While you may well expect an earthquake in Los Angeles or Haiti and, as such, you'd be in a rush to insure your building, if you own it, maybe you'd not be as eager to insure your building against floods, if it is placed in an area where traditionally they don't take place. But even if Al Gore with his movie 'An Inconvenient Truth' hasn't succeeded to convince you as regards global warming, climate changes have become pretty obvious for everyone, so it's hard to dismiss them. Catastrophic floods have been witnessed in places where they don't usually happen, like in France or Germany.
And besides, they don't have to be natural, a banal water leak may lead to the flooding of your entire building, and, if it has as catastrophic an impact, what does it matter if the flooding is natural or accidental? After all, insurances are meant for effects, not for causes.
As regards fires, it works pretty much in the same way. While entire forests may get on fire, like in Portugal, for instance, in urban areas, fires are rather accidental than natural, being due to short-circuits, electrical appliances left unmonitored, wire defects or simply human errors. But exactly as you don't want to see your building transforming into a pile of rubble and mud, you don't want to see it reduced to a pile of ashes. So given that fires and flooding are so likely to happen, fire and flood insurances are proportionally common.
Even if they might not endanger the building itself, being rather local, for your business, the contents or stock may be as vital and their destruction as catastrophic. While arguably the IT hardware is by no means as expensive as the said building, if you are an IT company and your very activity hangs on the said hardware, then it is priceless for you, regardless of the actual price of the physical object. On the same lines, if you are a restaurant owner, your old French wines and the rare truffles for which your establishment is sought by important customers may be for you worth an entire building because, if you lose the custom, you will lose your business.

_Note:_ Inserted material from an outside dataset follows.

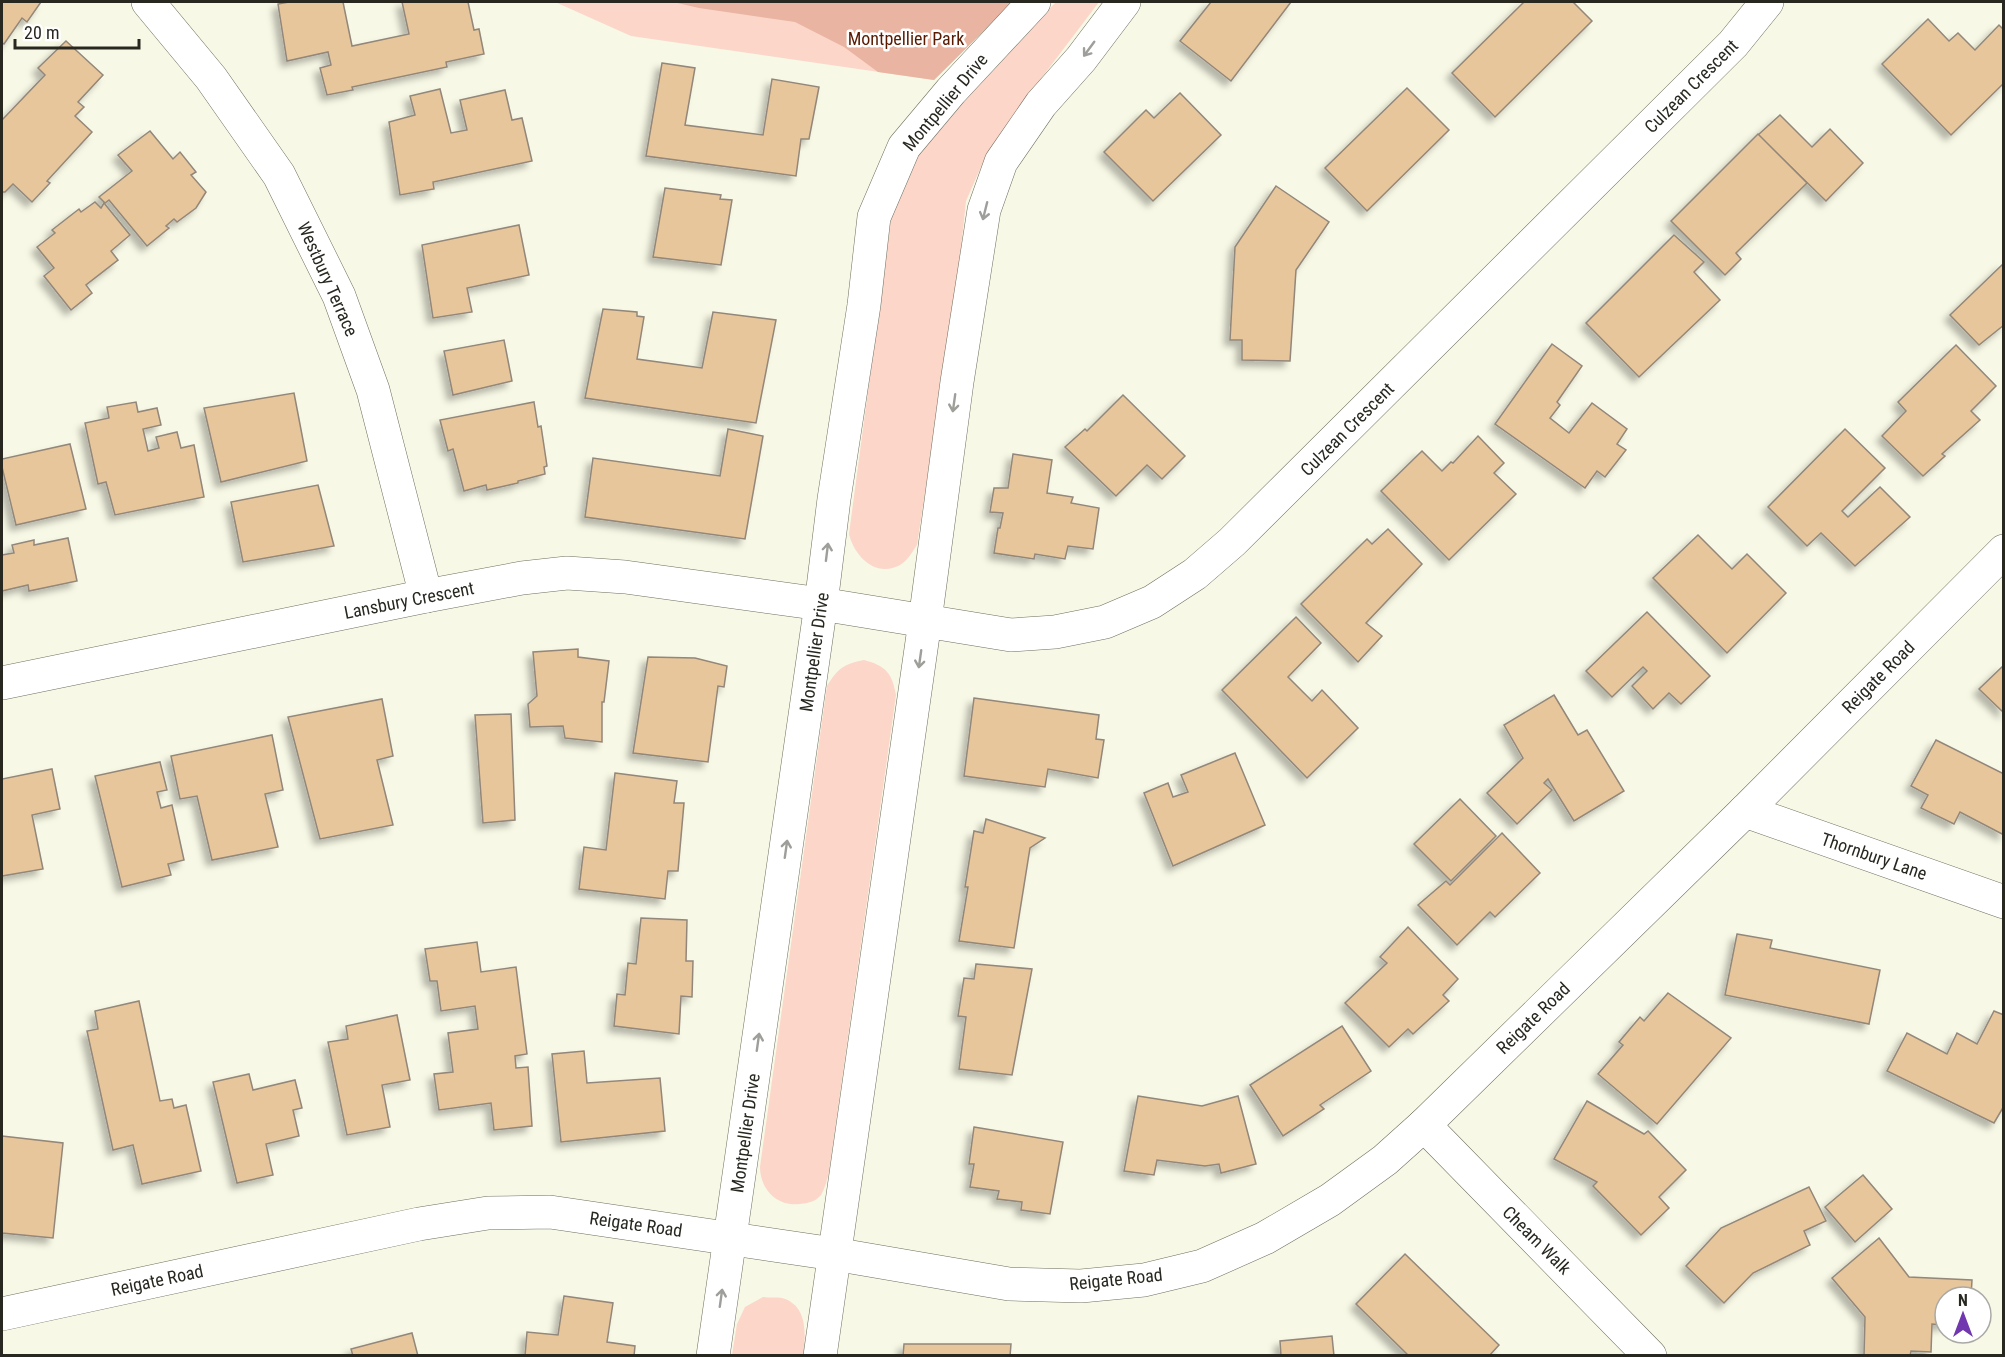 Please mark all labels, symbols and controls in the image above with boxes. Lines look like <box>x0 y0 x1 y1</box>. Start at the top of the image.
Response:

As such, you have to insure your building, contents and stock at least against the most frequent enemies - fire and water.
Even so, if you don't have professional indemnity insurance and your customers get directly affected while on your premises, you may lose everything by being sued afterward, even if your contents and stock remain intact.
As a professional firm or practice you will need professional indemnity insurance often as a mandatory requirement of your institute, your client and to protect yourself and your business.